§ **Data under study**:

━━━━━━

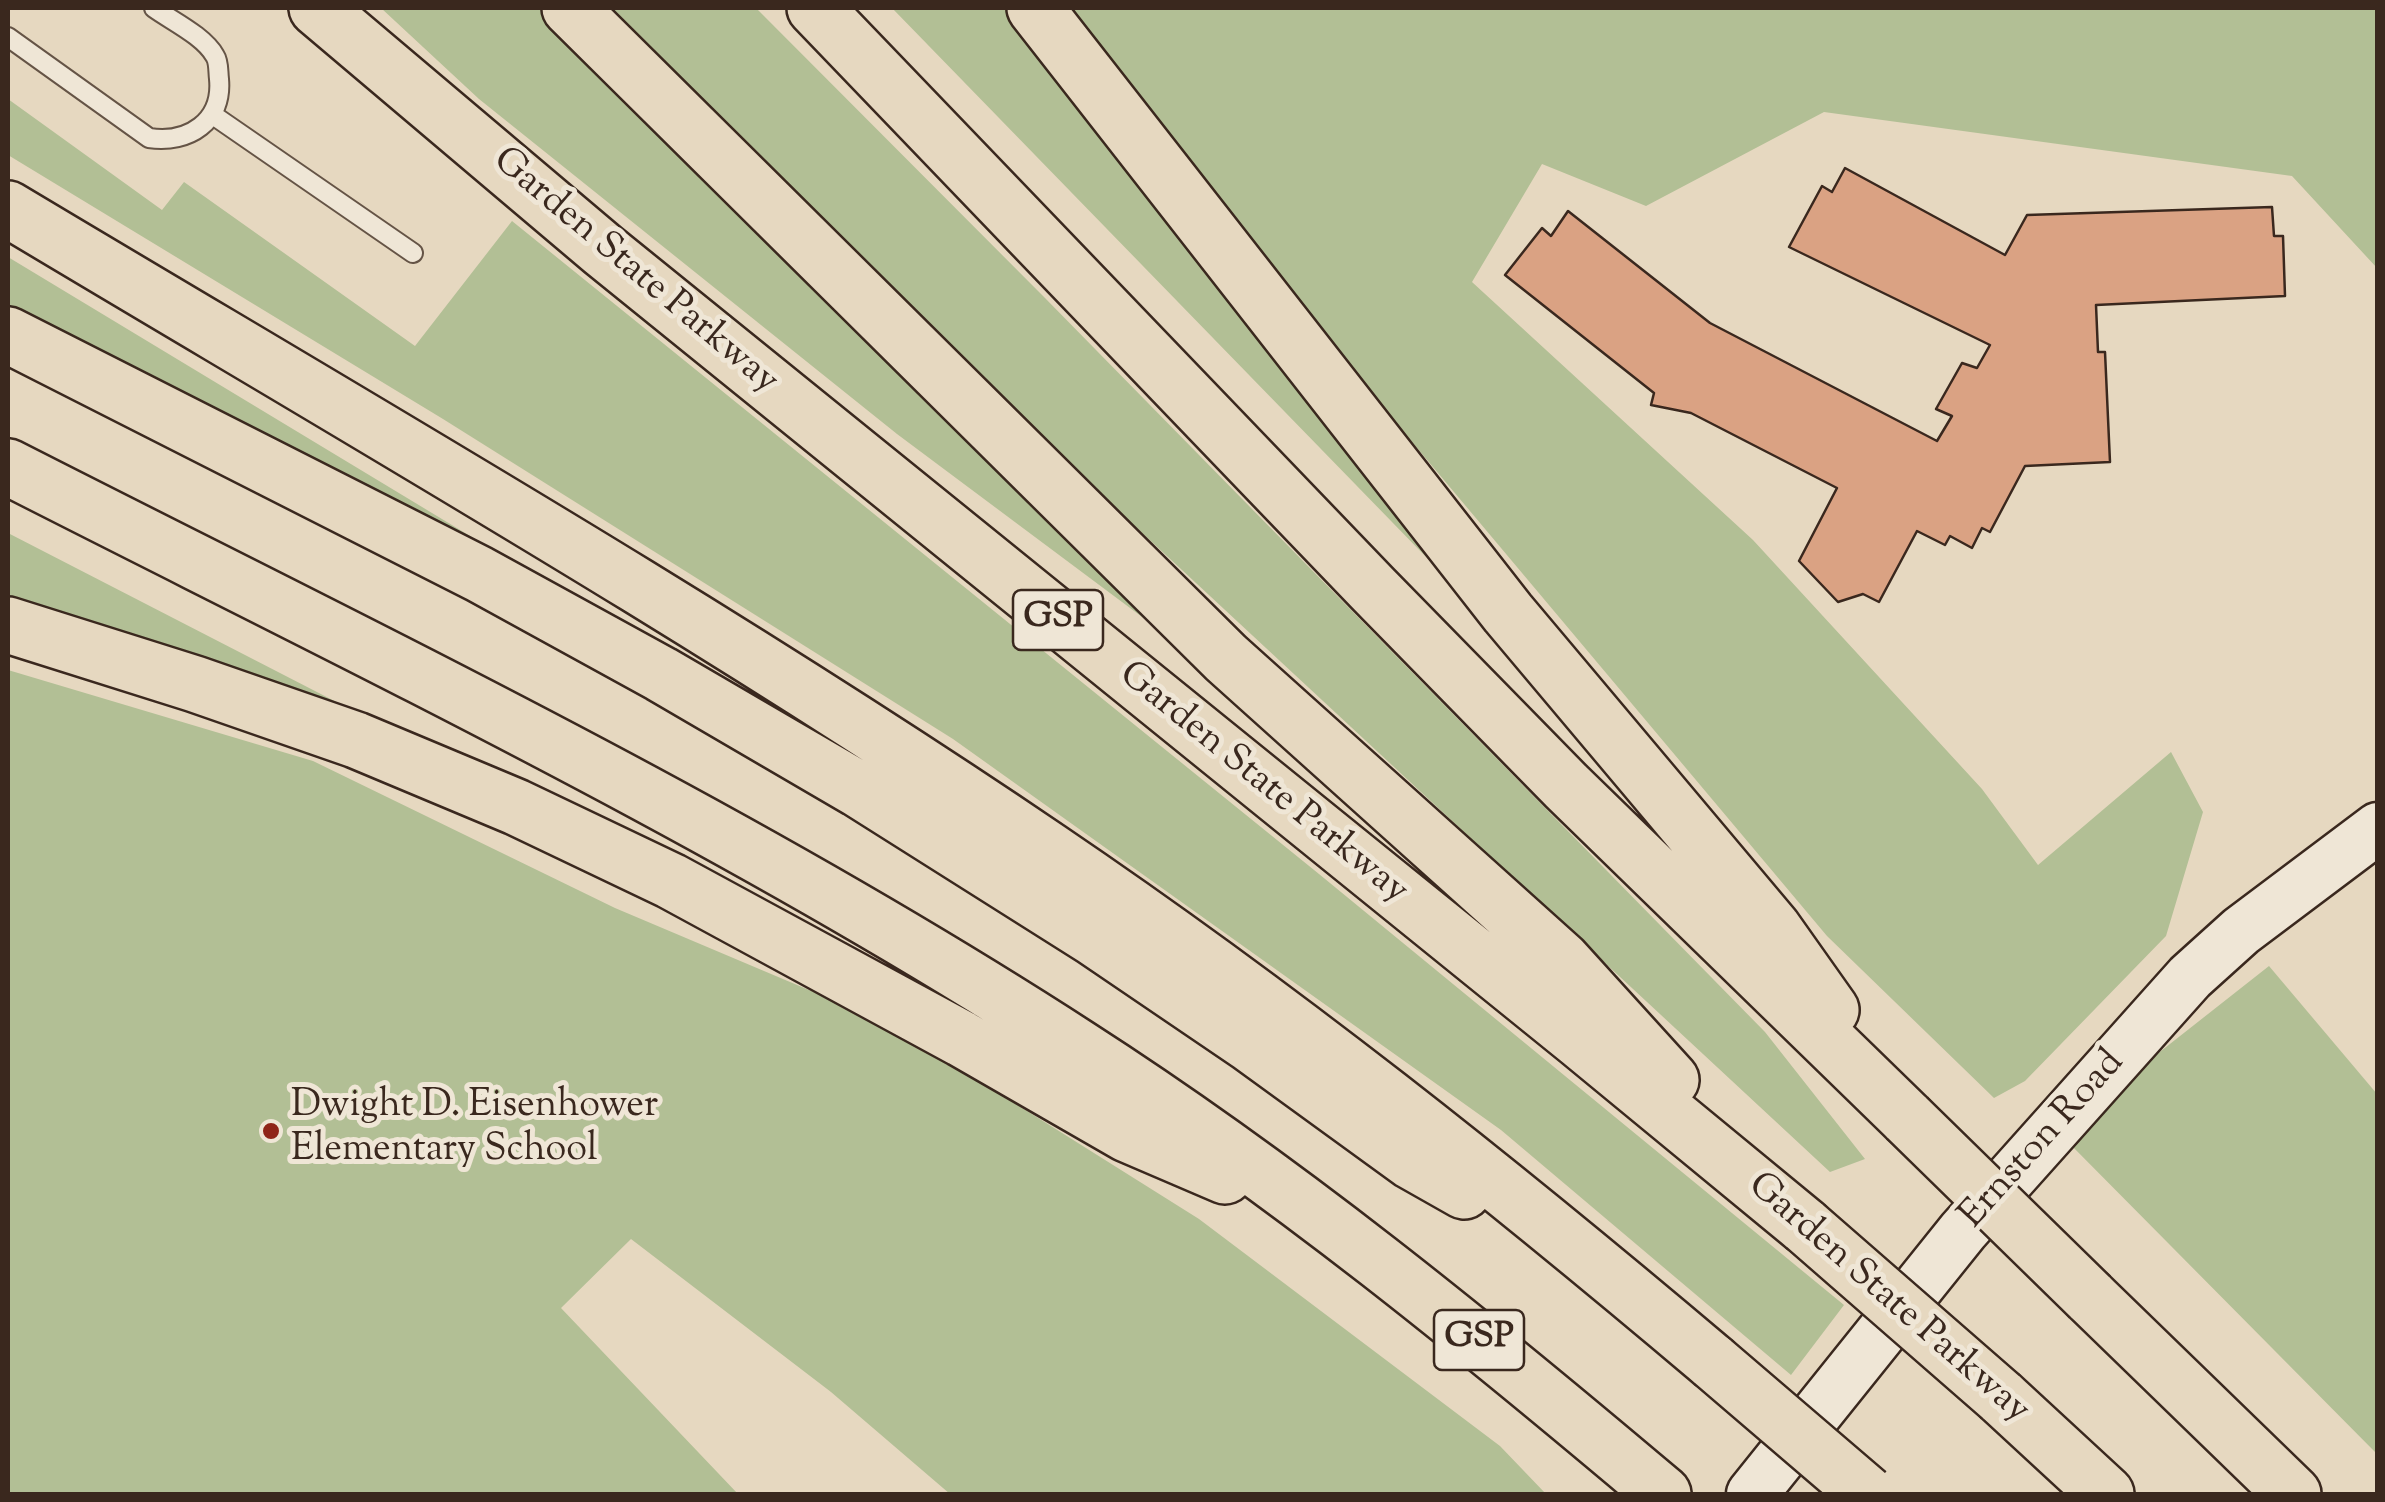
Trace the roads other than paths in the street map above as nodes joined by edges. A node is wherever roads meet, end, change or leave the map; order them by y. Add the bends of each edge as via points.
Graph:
1 (154, 8) edge
2 (317, 8) edge
3 (570, 8) edge
4 (815, 8) edge
5 (1035, 8) edge
6 (8, 37) edge
7 (214, 115) junction
8 (8, 208) edge
9 (413, 253) dead end
10 (8, 335) edge
11 (8, 467) edge
12 (8, 626) edge
13 (2378, 828) edge
14 (1907, 1118) junction
15 (1315, 1215) junction
16 (1805, 1226) junction
17 (1601, 1268) junction
18 (1650, 1484) edge
19 (1752, 1494) edge
20 (1867, 1494) edge
21 (2106, 1494) edge
22 (2293, 1494) edge

1 - 7 lane via 217,58
2 - 16 highway, Garden State Parkway / GSP via 631,273
3 - 16 highway via 1214,646 1562,960
4 - 14 highway via 1385,602
5 - 14 highway via 1508,613 1773,928
6 - 7 lane via 150,138 192,135
7 - 9 lane
8 - 17 highway via 696,620 1020,831 1388,1094
10 - 17 highway via 494,582 826,771 1094,938 1410,1161
11 - 15 highway, GSP via 496,716 846,905 1082,1049
12 - 15 highway via 356,740 563,828 1127,1134
13 - 19 street, Ernston Road via 2190,977 1963,1231
14 - 22 highway, bridge
15 - 18 highway, GSP via 1420,1292
16 - 21 highway, Garden State Parkway / GSP, bridge
17 - 20 highway, bridge

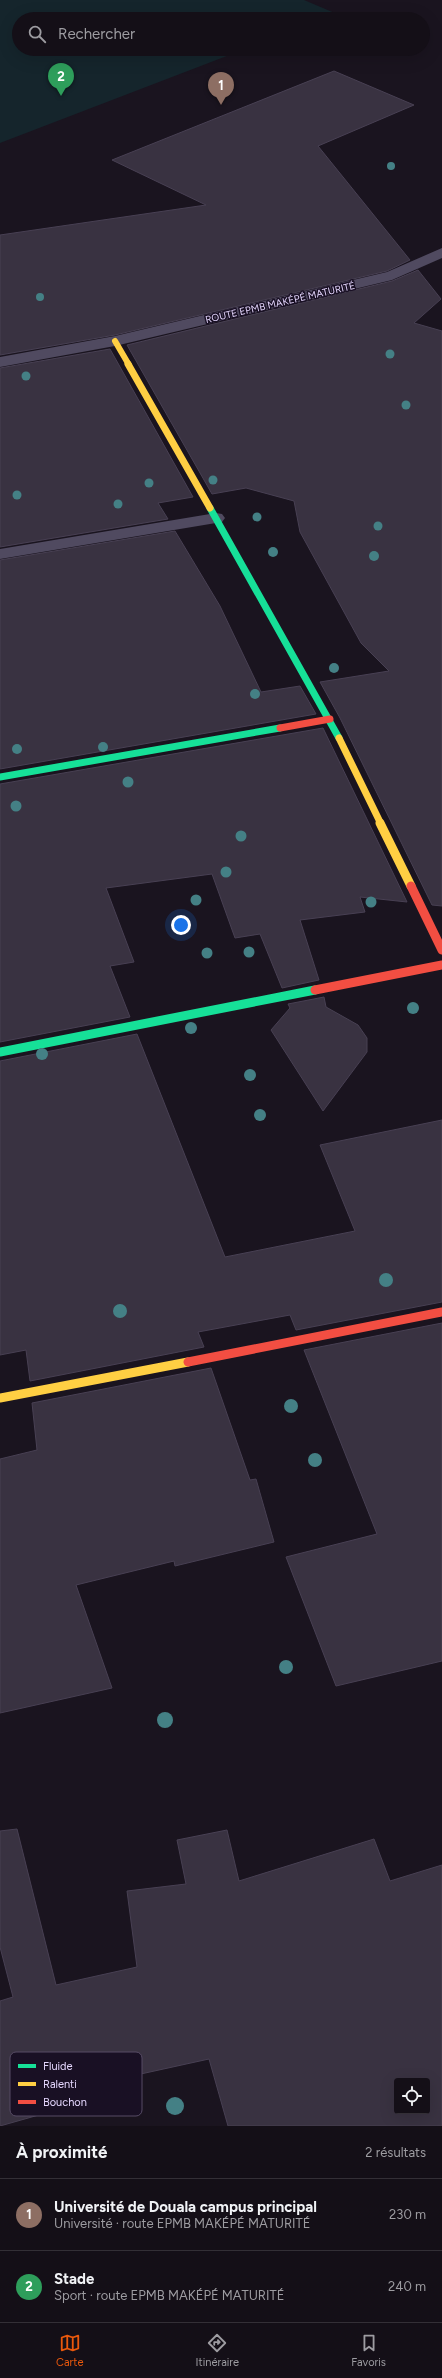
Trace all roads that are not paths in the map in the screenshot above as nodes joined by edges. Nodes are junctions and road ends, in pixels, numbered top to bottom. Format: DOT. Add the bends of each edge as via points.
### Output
graph roads {
  1 [pos="442,252"];
  2 [pos="115,341"];
  3 [pos="0,362"];
  4 [pos="216,518"];
  5 [pos="0,554"];
  6 [pos="330,719"];
  7 [pos="0,776"];
  8 [pos="442,950"];
  9 [pos="442,964"];
  10 [pos="0,1052"];
  11 [pos="442,1312"];
  12 [pos="0,1398"];
  1 -- 2 [label="street, ROUTE EPMB MAKÉPÉ MATURITÉ" via="392,275"];
  2 -- 3 [label="street, ROUTE EPMB MAKÉPÉ MATURITÉ"];
  2 -- 4 [label="street"];
  4 -- 5 [label="street"];
  4 -- 6 [label="street"];
  6 -- 7 [label="street"];
  6 -- 8 [label="street"];
  9 -- 10 [label="street"];
  11 -- 12 [label="street"];
}
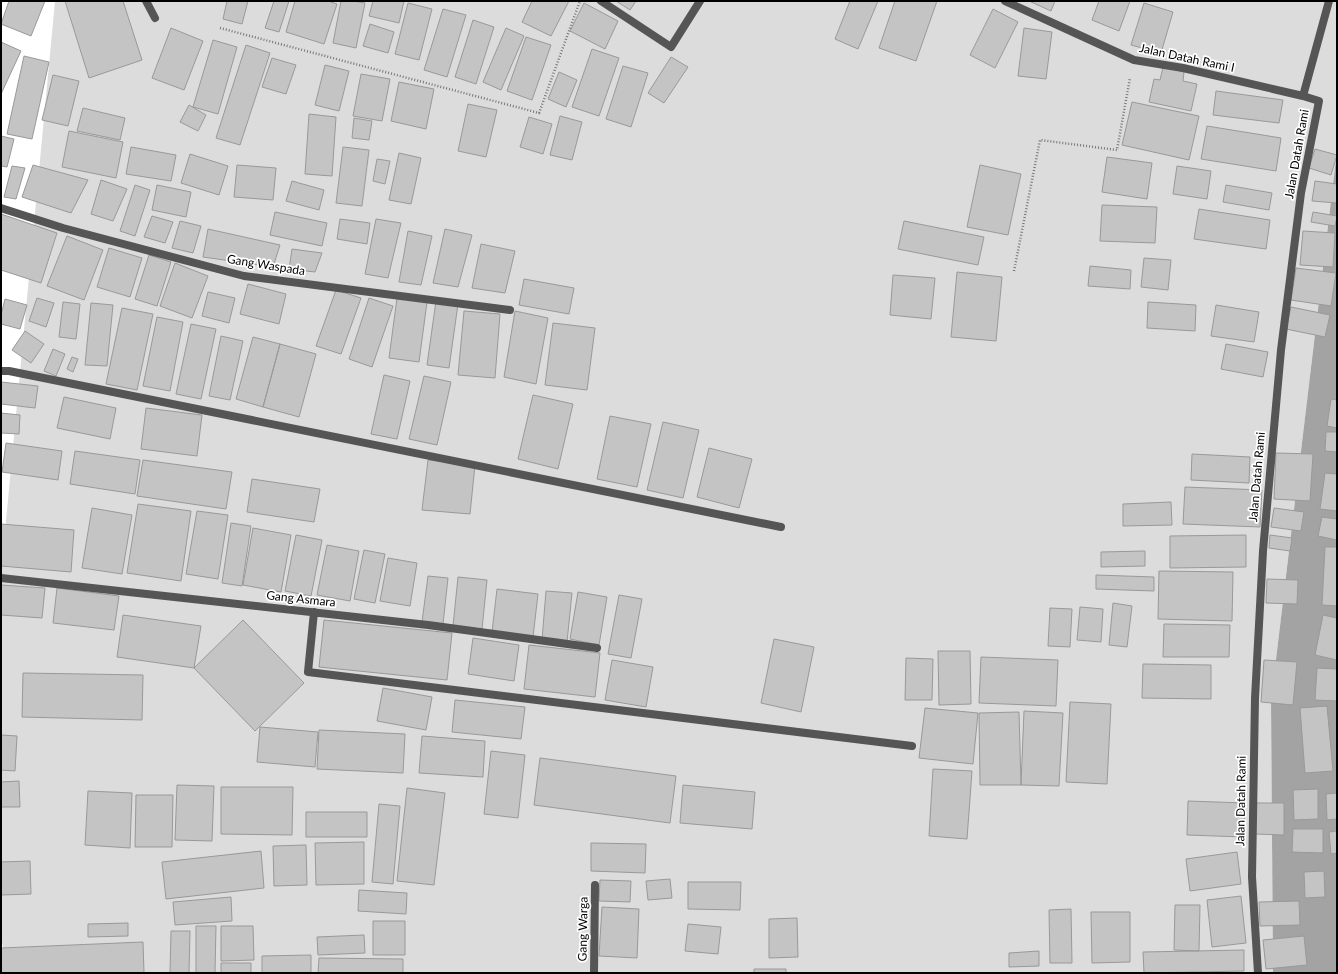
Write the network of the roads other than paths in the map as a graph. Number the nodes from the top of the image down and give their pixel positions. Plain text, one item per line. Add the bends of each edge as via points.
1 (146, 1) edge
2 (601, 1) edge
3 (700, 1) edge
4 (1005, 1) edge
5 (1329, 1) edge
6 (155, 18) dead end
7 (1302, 96) junction
8 (1, 208) edge
9 (510, 310) dead end
10 (1, 371) edge
11 (781, 527) dead end
12 (1, 578) edge
13 (314, 612) junction
14 (597, 648) dead end
15 (912, 746) dead end
16 (596, 885) dead end
17 (594, 973) edge
18 (1258, 973) edge

1 - 6 street
2 - 3 street via 671,47
4 - 7 street, Jalan Datah Rami I via 1134,60 1183,68
5 - 7 street, Jalan Datah Rami
7 - 18 street, Jalan Datah Rami via 1318,101 1301,192 1281,350 1263,551 1254,698 1252,877
8 - 9 street, Gang Waspada via 63,228 244,276
10 - 11 street
12 - 13 street, Gang Asmara
13 - 14 street, Gang Asmara via 428,624
13 - 15 street via 308,672
16 - 17 street, Gang Warga

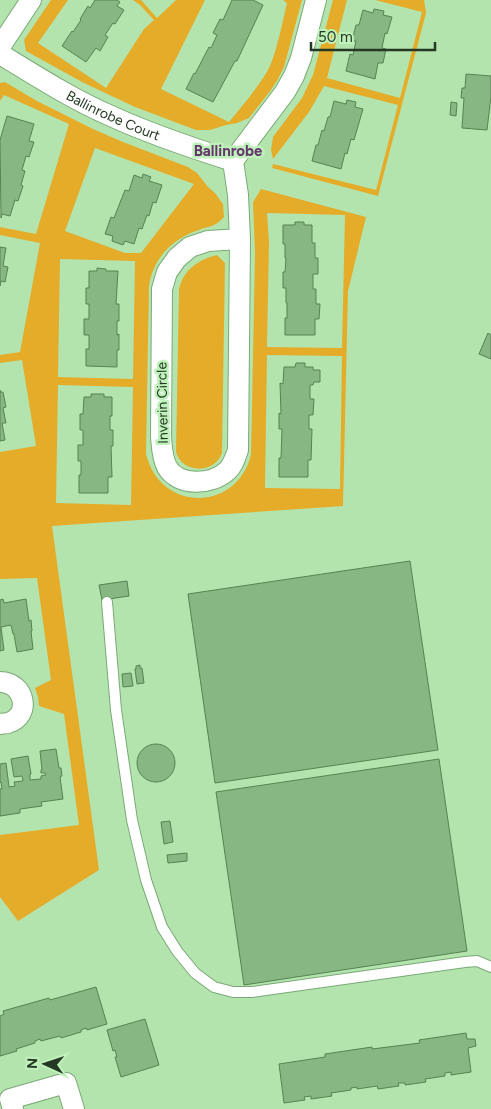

━━━━━━

§ **What is being asked**: Only the number is needed. Say how many lines of the entries contain "above".

§ **Answer for this exercise**: 2